Ten years as the visual steward of one of America's most recognized public media brands.
Client
PBS
Role
Creative Director
Agency
Various: 2008 to 2018

Summary
A brand is not a logo
PBS is not a network in the commercial sense. It's a membership organization, more than 300 local stations across the country, each with its own identity and agenda. Getting the brand to feel coherent across that landscape required someone whose job was knowing what PBS looked like, and why, every single day.
That was my job for a decade.
Brand audits at the time confirmed what most people already believed: PBS was Mr. Rogers and Sesame Street. Beloved, trusted, and stuck somewhere in the 1970s. The programming had evolved well past that perception. The brand hadn't kept up.
The rebrand changed that. It was a full team effort: outside design agency, internal creative leadership, strategists, and a production sprint that had me sleeping on the floor for a week to get the toolkit finished. I was the design director on that project. But the rebrand was just the beginning.
Childhood
A new brand needs strict rules.
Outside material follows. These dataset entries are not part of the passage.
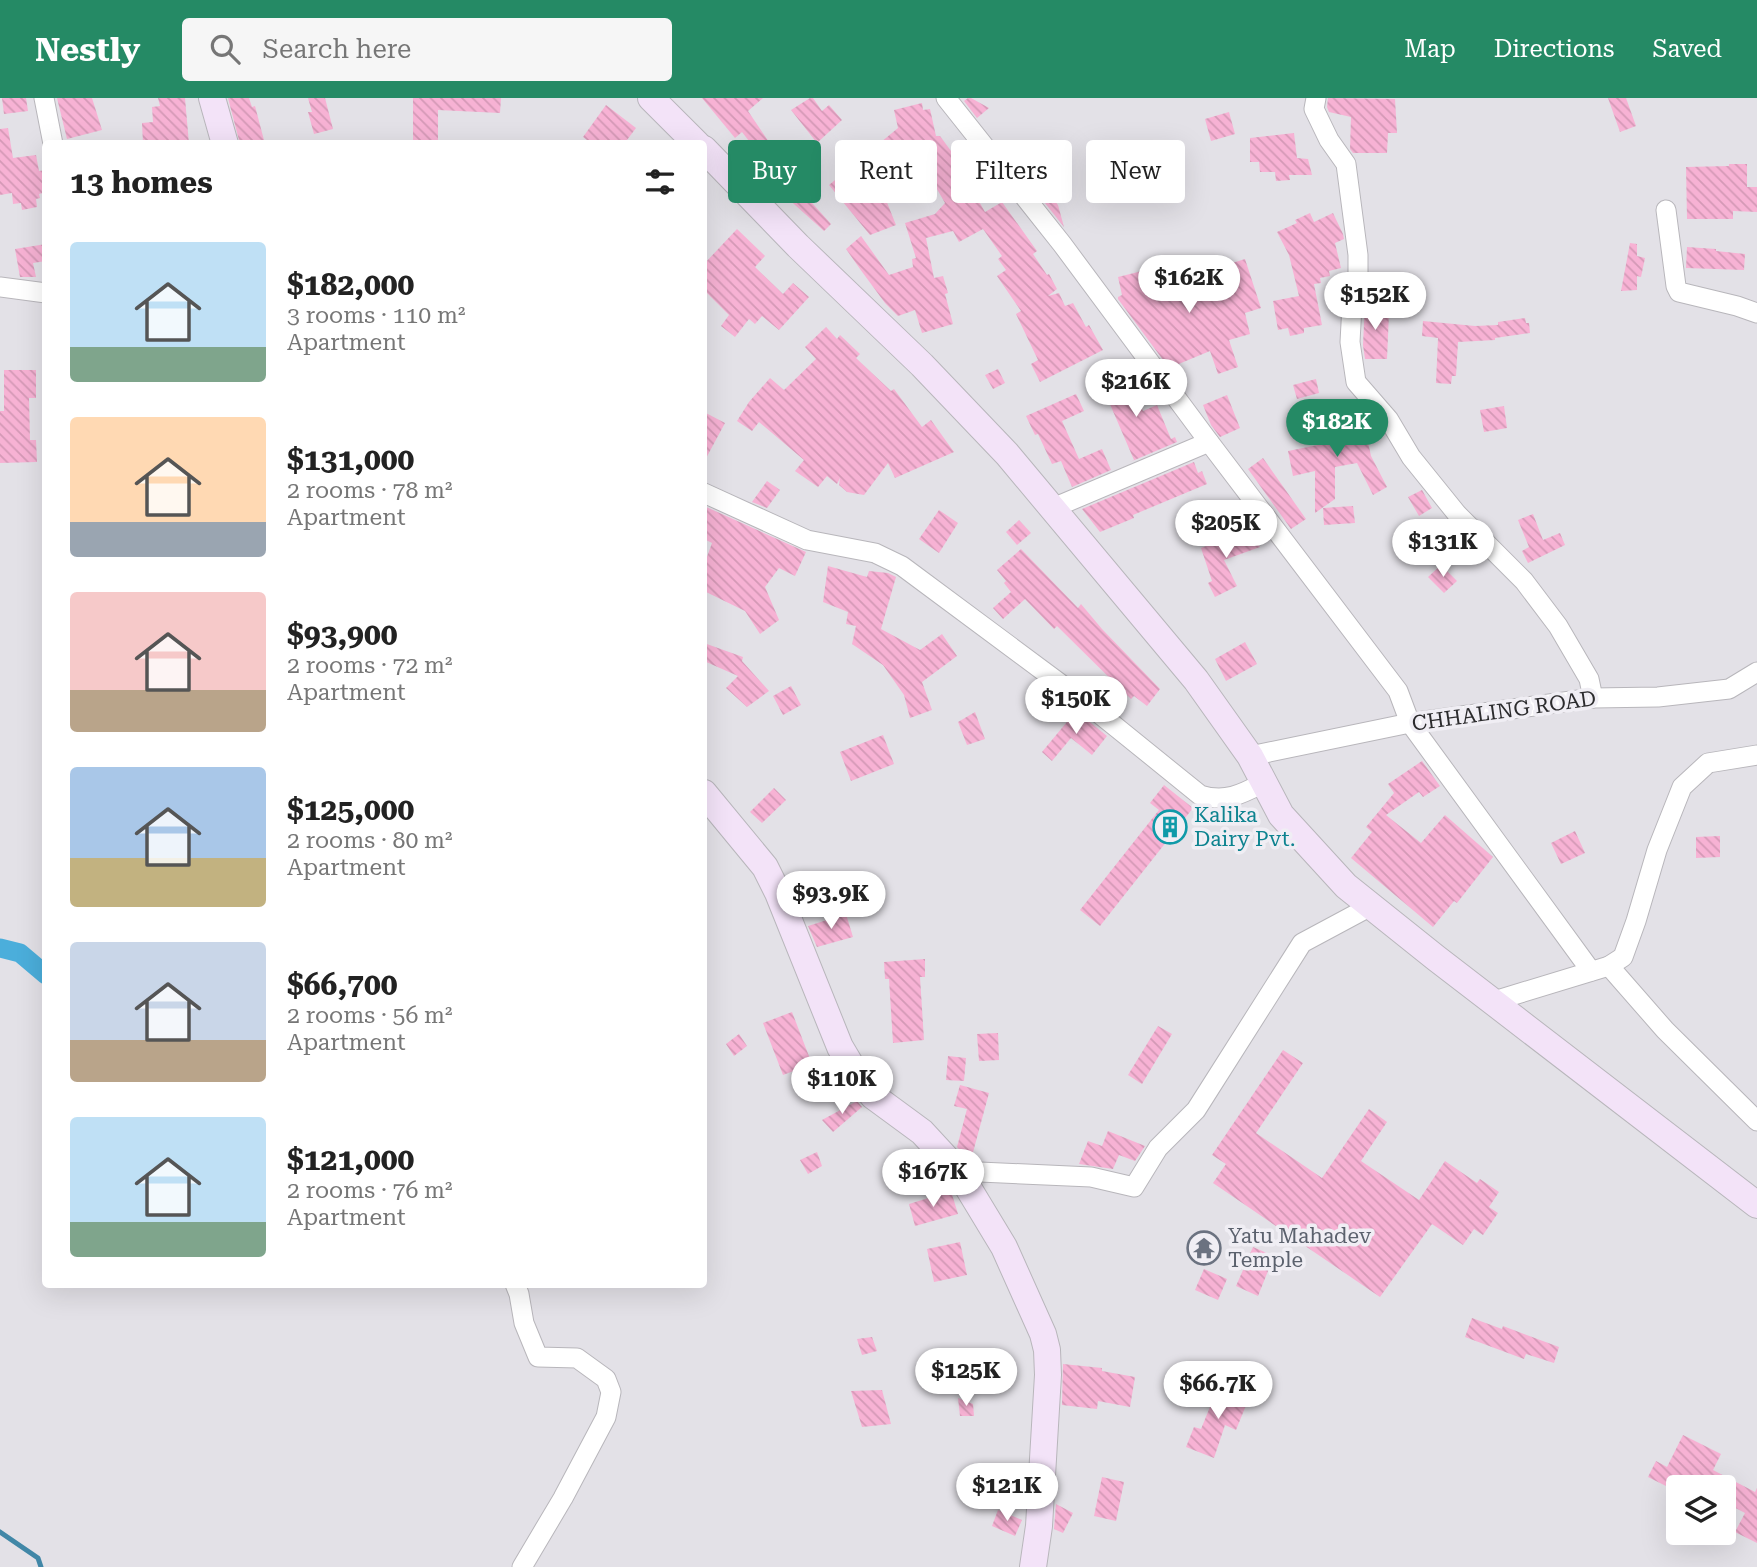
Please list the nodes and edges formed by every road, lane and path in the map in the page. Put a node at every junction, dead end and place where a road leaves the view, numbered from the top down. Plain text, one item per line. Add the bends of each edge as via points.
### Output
1 (44, 98) edge
2 (212, 98) edge
3 (651, 98) edge
4 (946, 98) edge
5 (1316, 98) edge
6 (52, 140) edge
7 (224, 140) edge
8 (694, 140) edge
9 (707, 152) edge
10 (1666, 210) dead end
11 (0, 287) edge
12 (42, 292) edge
13 (1757, 313) edge
14 (1209, 442) junction
15 (707, 494) edge
16 (1053, 508) junction
17 (1757, 673) edge
18 (1593, 698) junction
19 (1410, 723) junction
20 (1757, 755) edge
21 (1250, 756) junction
22 (1265, 782) junction
23 (707, 797) edge
24 (1371, 906) junction
25 (1600, 968) junction
26 (1494, 1001) junction
27 (1757, 1121) edge
28 (958, 1171) junction
29 (1757, 1205) edge
30 (517, 1288) edge
31 (522, 1567) edge
32 (1032, 1567) edge

1 - 6 street
2 - 7 main road
3 - 8 main road
4 - 14 street
5 - 18 street via 1314,109 1346,164 1358,255 1350,342 1356,382 1457,514 1524,581 1589,680
9 - 16 main road via 922,365
10 - 13 street via 1679,292
11 - 12 street
14 - 16 street
14 - 19 street via 1398,691
15 - 22 street via 807,540 875,553 902,566 1085,702 1200,795 1236,797
16 - 21 main road via 1196,680
17 - 18 street, CHHALING ROAD via 1729,689
18 - 19 street, CHHALING ROAD
19 - 21 street, CHHALING ROAD
19 - 25 street
20 - 25 street via 1708,764 1682,787 1623,957
21 - 22 main road
22 - 24 main road via 1281,815 1304,842
23 - 28 main road via 765,867 840,1047 856,1074 873,1096 922,1132
24 - 26 main road
24 - 28 street via 1302,943 1196,1110 1158,1148 1135,1188 1091,1177
25 - 26 street
25 - 27 street
26 - 29 main road
28 - 32 main road via 1004,1247 1047,1350 1039,1526
30 - 31 street via 538,1357 577,1358 606,1379 611,1392 606,1417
Not because rules are the point, but because a new visual language has to be learned before it can be trusted. In the early years my job was enforcement as much as creativity. Making sure every agency, every campaign, every motion graphic spoke the same language. The toolkit existed. The work was teaching everyone how to use it.
Adolescence
Once the language was understood, we could start pushing it beyond its current look and feel. This is where the real creative work began. Working with outside agencies on campaigns that tested the edges of the system. Some experiments worked. Some didn't. But each one taught us something about what PBS could look like at its best, and what it couldn't survive being.
I wasn't always asked to weigh in. But when I saw something going off-brand, I got myself involved. A font choice that looked close enough to pass but wasn't quite right. A motion direction that felt like it belonged to a different network. The PBS DNA question was always the same: can this live next to the hundreds of projects that came before it, and hold value for the hundreds that come after?
Adulthood
This is where a brand earns its confidence. By this stage we knew what worked and what didn't. We'd run enough experiments with enough agencies to know exactly when to push and when to pull. The creative conversations changed. Less about what the rules allowed, more about what the brand was capable of.
My role expanded alongside that confidence. PBS events like TCA, SXSW, and PBS TechCon required hundreds of deliverables: lobby environments, furniture, digital signage, wayfinding, video, and everything in between. The events coordinator initially kept me on the sidelines. But through a series of events we built trust, and my responsibilities grew year over year as he came to see that my visual instincts helped him more than they complicated things. Eventually I was on site for every major event, hiring agencies, giving direction, making sure everything from the screens to the physical space felt like one coherent brand.
What the PBS DNA taught me
A brand system is only as good as the judgment applied to it over time. Holding one for a decade teaches you something a single project never can: the difference between what a brand looks like and what a brand is.
The PBS DNA question, whether something can live next to everything that came before it and still hold value for everything that comes after, is the same question a design leader asks about a product. Does this decision belong here? Does it make the system stronger or weaker? Will it age well?
Leading creative work you didn't originate, which is most of what a design director does, requires a specific kind of confidence. Not in your own taste, but in your understanding of what the work is trying to be. Earning the trust to do that, one event, one campaign, one agency relationship at a time, is what ten years at PBS gave me.